Dear God, Help Me to Zip It!

Does anyone remember Dr. Evil and Scottie in the movie Austin Powers? I laugh so hard every time Dr. Evil tells Scottie to "Zip It!" and then Scottie gets soooo frustrated. Well, I've realized recently that God has been trying to get me to Zip It, but I haven't been listening. Anyone have that same problem? I feel like I need to get my word out there because "so and so" needs to hear it. Pahlease, I'm not that important. God has brought this problem to my attention a lot recently. I think He wants us to have a talk about this. We've all been there, haven't we? Someone completely discounts your opinion on a matter or the way you have been cleaning your house your entire life or cooking or wearing your clothes or doing your hair or how you speak and on and on and on. I have been faced with this time and time again in the last few years. Sometimes I just cry because they really hurt my feelings or I get incredibly angry or very frustrated or I just brood about it for a long time and then I finally explode all over my poor husband. Yeah, see, that's one of the big problems with putting myself in such a state - I hurt others around me.

My biggest problem is my mouth at work. I get so frustrated for a variety of reasons (i.e. my coworker never got my important email because she doesn't know how to open the email application or open an attachment), none of which constitute my haughty and rude responses. I think it's ok to say certain things because I'm not saying it to the "offenders" face, just to my coworkers. Ummmmm, yeah, not cool. Or how about this, you know without a doubt how something should be done and if only the company would do it, it would save a bunch of money and things would work better. But no one will listen to you because you're the young one. Talk about frustrating, but not my place to give my two cents. Even though I have done so on occasion, but again, not to the party who offended. So how am I any better than that person? Well, three things happened recently that have brought this issue front and center.

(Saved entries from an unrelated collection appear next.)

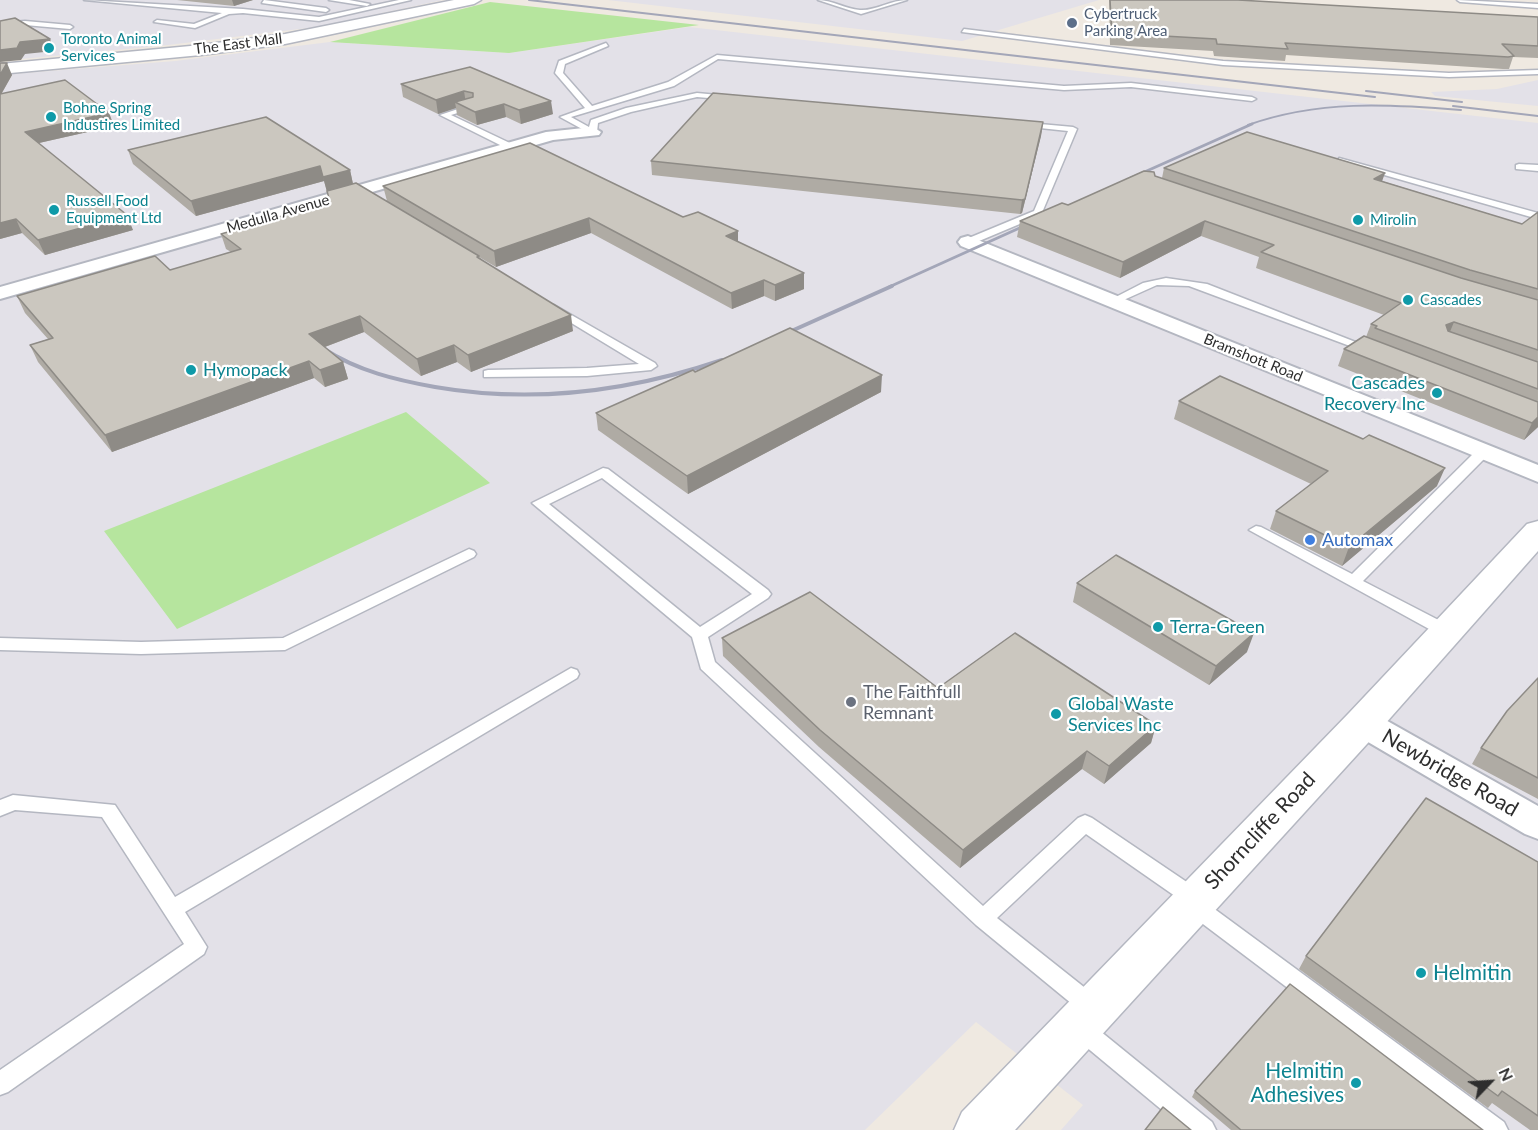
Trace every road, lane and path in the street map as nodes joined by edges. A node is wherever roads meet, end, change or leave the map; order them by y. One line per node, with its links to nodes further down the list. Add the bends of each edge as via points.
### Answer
1 (87, 0): 12 (lane)
2 (332, 0): 9 (lane)
3 (408, 0): 9 (lane)
4 (474, 0): 19 (main road, The East Mall, via 285,39)
5 (821, 0): 6 (lane, via 861,12)
6 (904, 0)
7 (1460, 0): 10 (lane)
8 (267, 1): 11 (lane); 13 (lane)
9 (382, 6): 13 (lane)
10 (1538, 6)
11 (243, 11): 12 (lane); 13 (lane, via 319,19)
12 (231, 12): 14 (lane, via 195,26)
13 (350, 12)
14 (157, 22)
15 (0, 25): 16 (lane)
16 (70, 27)
17 (964, 32): 20 (lane, via 1223,63 1449,75)
18 (606, 45): 23 (lane, via 562,63 559,73)
19 (0, 69)
20 (1538, 72)
21 (744, 99): 26 (lane, via 697,95 594,122)
22 (1252, 99): 23 (lane, via 1131,85 1064,88 717,57 671,84)
23 (589, 107): 26 (lane, via 564,117)
24 (470, 108): 27 (lane, via 444,115)
25 (1014, 123): 32 (lane, via 1073,129 1038,213)
26 (593, 132): 27 (street, Medulla Avenue, via 552,135)
27 (511, 147): 33 (street, Medulla Avenue, via 364,194)
28 (1342, 160): 31 (lane)
29 (1519, 167): 30 (lane)
30 (1538, 168)
31 (1538, 216)
32 (968, 242): 35 (street, Bramshott Road)
33 (0, 293)
34 (539, 299): 37 (lane, via 651,366)
35 (1113, 301): 36 (lane, via 1146,283 1182,281); 38 (street, Bramshott Road)
36 (1385, 356)
37 (488, 374)
38 (1483, 452): 39 (street, Bramshott Road); 43 (lane)
39 (1538, 474)
40 (1256, 530): 43 (lane)
41 (1538, 531): 44 (main road, Shorncliffe Road)
42 (469, 554): 46 (lane, via 285,644 141,648)
43 (1353, 581): 44 (lane)
44 (1446, 631): 48 (main road, Shorncliffe Road)
45 (699, 635): 45 (lane, via 664,606 539,503 603,472 764,594); 53 (lane, via 707,665)
46 (0, 643)
47 (572, 674): 52 (lane)
48 (1363, 723): 50 (street, Newbridge Road); 51 (main road, Shorncliffe Road)
49 (0, 808): 52 (lane, via 13,802 108,810)
50 (1538, 824)
51 (1194, 902): 53 (lane, via 1086,823); 54 (main road, Shorncliffe Road); 58 (lane)
52 (172, 909): 55 (lane, via 197,947)
53 (983, 919): 54 (lane)
54 (1086, 1017): 56 (main road, Shorncliffe Road); 57 (lane)
55 (0, 1084)
56 (980, 1130)
57 (1204, 1130)
58 (1496, 1130)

1) Last week I started my new Bible study, Can We Talk? by Priscilla Shirer. The first week is called Fire Starter (ie our words start fires in our lives and others lives that hurt). Yikes! So here are the verses from Day1 and Day 2:

James 3:8-11
8No one can tame the tongue; it is a restless evil and full of deadly poison. 9With it we bless our Lord and Father, and with it we curse men, who have been made in the likeness of God; 10from the same mouth come both blessing and cursing. My breathren, these things ought not be this way. 11Does a fountain send out from the same opening both fresh and bitter water?

James 1:19,26 AMP
19Let every man be quick to hear [a ready listener], slow to speak, slow to take offense and slow to get angry. 26If anyone thinks himself to be religious (piously observant of the external duties of his faith) and does not bridle his tongue but deludes his own heart, this person's religious service is worthless (futile, barren).

Matthew 12:34-36, AMP
34You offspring of vipers! How can you speak good things when you are evil (wicked)? for out of the fullness (the overflow, the superabundance) of the hear the mouth speaks. 35The good man from his inner good treasure flings forth good things, and the evil man out of his inner evil storehouse flings forth evil things. 36But I tell you, on the day of judgement men will have to give account for every idle (inoperative, nonworking) word they speak.

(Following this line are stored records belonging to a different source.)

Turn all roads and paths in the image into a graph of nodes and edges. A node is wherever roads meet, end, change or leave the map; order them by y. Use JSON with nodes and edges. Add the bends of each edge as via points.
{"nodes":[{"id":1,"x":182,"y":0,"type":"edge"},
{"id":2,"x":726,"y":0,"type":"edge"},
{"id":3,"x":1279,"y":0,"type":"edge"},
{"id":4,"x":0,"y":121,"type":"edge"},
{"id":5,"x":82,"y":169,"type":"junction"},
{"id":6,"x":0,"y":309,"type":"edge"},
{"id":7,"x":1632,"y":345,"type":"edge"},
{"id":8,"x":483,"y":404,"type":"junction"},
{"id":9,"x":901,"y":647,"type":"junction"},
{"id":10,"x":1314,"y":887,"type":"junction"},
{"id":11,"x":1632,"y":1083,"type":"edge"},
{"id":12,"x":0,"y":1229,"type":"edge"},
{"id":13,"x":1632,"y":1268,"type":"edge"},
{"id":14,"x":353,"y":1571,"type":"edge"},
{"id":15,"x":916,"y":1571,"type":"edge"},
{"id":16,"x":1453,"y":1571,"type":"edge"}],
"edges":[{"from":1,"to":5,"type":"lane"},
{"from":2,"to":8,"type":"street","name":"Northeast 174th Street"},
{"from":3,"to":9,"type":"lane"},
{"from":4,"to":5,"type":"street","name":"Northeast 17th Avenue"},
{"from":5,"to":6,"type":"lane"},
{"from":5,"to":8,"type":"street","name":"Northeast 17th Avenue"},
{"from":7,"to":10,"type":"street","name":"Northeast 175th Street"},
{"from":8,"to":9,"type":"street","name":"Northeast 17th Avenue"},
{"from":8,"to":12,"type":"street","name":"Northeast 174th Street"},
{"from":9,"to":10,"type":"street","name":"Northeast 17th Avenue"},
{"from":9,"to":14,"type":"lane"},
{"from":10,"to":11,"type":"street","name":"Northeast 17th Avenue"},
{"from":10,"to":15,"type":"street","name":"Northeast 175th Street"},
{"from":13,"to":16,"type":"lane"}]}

Quite convicting, especially since the sentence to begin the week is: Your words revel the truth about your character.

2) Dr. Chuck, my pastor at Broadmoor Baptist Church, gave a very convicting sermon last night. Here are a few points which stuck out to me:
  • To say you love someone and then talk behind their back is hypocrisy.
  • To love someone who is hard to love simply because it's what a Christian is supposed to do is not love.
  • Instead of asking God to change a person so you can love them, we should be asking God to help us love that person as he loves us, despite their imperfections.

His sermon last night and yesterday morning are great to listen to regarding this subject. Check out any of Dr. Chuck's sermons and you will be blessed.

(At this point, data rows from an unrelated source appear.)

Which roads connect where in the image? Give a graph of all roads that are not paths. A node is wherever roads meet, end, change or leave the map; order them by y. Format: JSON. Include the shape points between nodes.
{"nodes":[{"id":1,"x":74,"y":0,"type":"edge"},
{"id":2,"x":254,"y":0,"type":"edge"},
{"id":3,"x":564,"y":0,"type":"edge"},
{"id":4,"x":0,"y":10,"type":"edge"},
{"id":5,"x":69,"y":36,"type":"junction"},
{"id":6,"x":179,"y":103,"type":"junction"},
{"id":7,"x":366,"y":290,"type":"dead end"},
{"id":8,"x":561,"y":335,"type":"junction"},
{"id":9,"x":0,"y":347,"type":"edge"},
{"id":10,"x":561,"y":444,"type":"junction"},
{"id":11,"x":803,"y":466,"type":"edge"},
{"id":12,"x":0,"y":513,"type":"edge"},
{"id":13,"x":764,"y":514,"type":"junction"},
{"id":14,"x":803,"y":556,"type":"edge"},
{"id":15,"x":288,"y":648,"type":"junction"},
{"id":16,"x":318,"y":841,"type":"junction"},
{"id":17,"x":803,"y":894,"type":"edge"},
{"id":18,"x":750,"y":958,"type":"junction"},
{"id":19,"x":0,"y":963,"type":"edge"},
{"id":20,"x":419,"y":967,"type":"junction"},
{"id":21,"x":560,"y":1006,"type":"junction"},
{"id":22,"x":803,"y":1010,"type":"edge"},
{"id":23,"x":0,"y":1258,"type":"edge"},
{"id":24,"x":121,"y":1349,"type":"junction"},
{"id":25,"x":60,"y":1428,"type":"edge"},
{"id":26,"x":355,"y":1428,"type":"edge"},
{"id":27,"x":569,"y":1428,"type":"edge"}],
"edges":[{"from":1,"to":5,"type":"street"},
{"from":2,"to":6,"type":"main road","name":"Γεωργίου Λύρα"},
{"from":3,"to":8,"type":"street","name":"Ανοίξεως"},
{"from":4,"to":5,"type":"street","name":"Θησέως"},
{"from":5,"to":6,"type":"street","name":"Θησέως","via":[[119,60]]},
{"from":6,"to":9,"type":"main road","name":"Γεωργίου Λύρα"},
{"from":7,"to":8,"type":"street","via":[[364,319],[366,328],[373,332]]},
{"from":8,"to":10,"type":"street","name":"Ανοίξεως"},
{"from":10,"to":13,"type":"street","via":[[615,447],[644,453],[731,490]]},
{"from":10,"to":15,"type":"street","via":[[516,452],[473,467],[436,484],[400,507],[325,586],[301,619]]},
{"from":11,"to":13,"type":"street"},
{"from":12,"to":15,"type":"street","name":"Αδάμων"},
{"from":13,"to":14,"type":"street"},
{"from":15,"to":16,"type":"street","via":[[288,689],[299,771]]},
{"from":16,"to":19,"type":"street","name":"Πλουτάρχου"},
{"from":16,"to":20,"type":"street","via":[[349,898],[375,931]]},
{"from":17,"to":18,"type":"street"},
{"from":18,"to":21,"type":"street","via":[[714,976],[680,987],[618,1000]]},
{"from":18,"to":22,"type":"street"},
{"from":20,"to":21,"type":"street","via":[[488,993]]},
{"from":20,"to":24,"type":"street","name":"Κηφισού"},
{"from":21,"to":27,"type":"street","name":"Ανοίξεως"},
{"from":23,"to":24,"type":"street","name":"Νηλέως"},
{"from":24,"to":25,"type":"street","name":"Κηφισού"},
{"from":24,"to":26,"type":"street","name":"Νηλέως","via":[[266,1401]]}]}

3) Sunday School this week. One of the husbands in our class taught this week and we were in the book of John. We studied John 15:1-8 The Vine and The Branches -1I am the true vine, and my Father is the gardener. 2He cuts off every branch in me that bears no fruit.... After we read this verse we began talking about our mouths at work - do you think God is trying to tell me something? But I realized that I am not the only one with this problem. Men and women alike have the problem, it just manifests itself differently.

So anyway, I'm working on my words reflecting my heart while giving my heart to God and letting him mold it to reflect his Son's.

"Dear God, please help me to 'Zip It'.

AMEN"

Friday, June 19, 2009

Oh the Humanity!!!!!!!

Ok, so I'm about to venture into the world of weightloss. Um, yeah......(crickets chirping).



(I need to insert this disclaimer: I am perfectly ok with my size 6 body - if I never lose weight again, I will happy. So I don't want anyone to read this post to think that body image should be based on your clothes size. It is all about you and what you want for your body and what is healthy. I want to be healthy and baby-ready, that's my purpose - not to make anyone think that their body is not good enough. Thank you, please continue)

Anyhoo. If you know me you'd be like, "What?" Because I am not overweight (really), but none of my clothes fit. NONE. They are either just a bit too small or too big. Their too big cause when my body exploded into the hypothyroidism body that it is today, I panicked and bought clothes that just were ridiculous.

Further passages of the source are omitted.